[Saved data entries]
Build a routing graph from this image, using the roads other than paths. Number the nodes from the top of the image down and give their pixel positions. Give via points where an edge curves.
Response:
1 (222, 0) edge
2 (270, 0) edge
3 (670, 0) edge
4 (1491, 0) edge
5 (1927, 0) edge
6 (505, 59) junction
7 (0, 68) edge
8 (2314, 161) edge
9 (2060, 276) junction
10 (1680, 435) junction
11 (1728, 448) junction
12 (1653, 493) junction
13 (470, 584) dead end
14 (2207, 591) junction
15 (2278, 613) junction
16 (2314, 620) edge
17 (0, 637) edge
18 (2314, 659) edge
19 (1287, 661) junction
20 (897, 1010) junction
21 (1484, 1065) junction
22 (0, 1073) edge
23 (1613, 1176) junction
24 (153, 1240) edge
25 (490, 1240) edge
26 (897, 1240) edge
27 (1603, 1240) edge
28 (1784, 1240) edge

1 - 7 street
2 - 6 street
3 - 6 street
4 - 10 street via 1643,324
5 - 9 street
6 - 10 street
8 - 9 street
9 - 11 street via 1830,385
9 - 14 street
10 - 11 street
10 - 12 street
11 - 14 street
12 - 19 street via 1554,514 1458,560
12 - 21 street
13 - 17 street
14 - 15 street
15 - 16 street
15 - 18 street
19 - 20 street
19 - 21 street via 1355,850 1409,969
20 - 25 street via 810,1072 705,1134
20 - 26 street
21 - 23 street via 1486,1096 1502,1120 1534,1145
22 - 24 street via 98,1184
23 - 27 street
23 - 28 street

§ **AIM OF THE EXERCISE**
Return every line above exactly as it stands.

§ **ANSWER SPACE**
Build a routing graph from this image, using the roads other than paths. Number the nodes from the top of the image down and give their pixel positions. Give via points where an edge curves.
Response:
1 (222, 0) edge
2 (270, 0) edge
3 (670, 0) edge
4 (1491, 0) edge
5 (1927, 0) edge
6 (505, 59) junction
7 (0, 68) edge
8 (2314, 161) edge
9 (2060, 276) junction
10 (1680, 435) junction
11 (1728, 448) junction
12 (1653, 493) junction
13 (470, 584) dead end
14 (2207, 591) junction
15 (2278, 613) junction
16 (2314, 620) edge
17 (0, 637) edge
18 (2314, 659) edge
19 (1287, 661) junction
20 (897, 1010) junction
21 (1484, 1065) junction
22 (0, 1073) edge
23 (1613, 1176) junction
24 (153, 1240) edge
25 (490, 1240) edge
26 (897, 1240) edge
27 (1603, 1240) edge
28 (1784, 1240) edge

1 - 7 street
2 - 6 street
3 - 6 street
4 - 10 street via 1643,324
5 - 9 street
6 - 10 street
8 - 9 street
9 - 11 street via 1830,385
9 - 14 street
10 - 11 street
10 - 12 street
11 - 14 street
12 - 19 street via 1554,514 1458,560
12 - 21 street
13 - 17 street
14 - 15 street
15 - 16 street
15 - 18 street
19 - 20 street
19 - 21 street via 1355,850 1409,969
20 - 25 street via 810,1072 705,1134
20 - 26 street
21 - 23 street via 1486,1096 1502,1120 1534,1145
22 - 24 street via 98,1184
23 - 27 street
23 - 28 street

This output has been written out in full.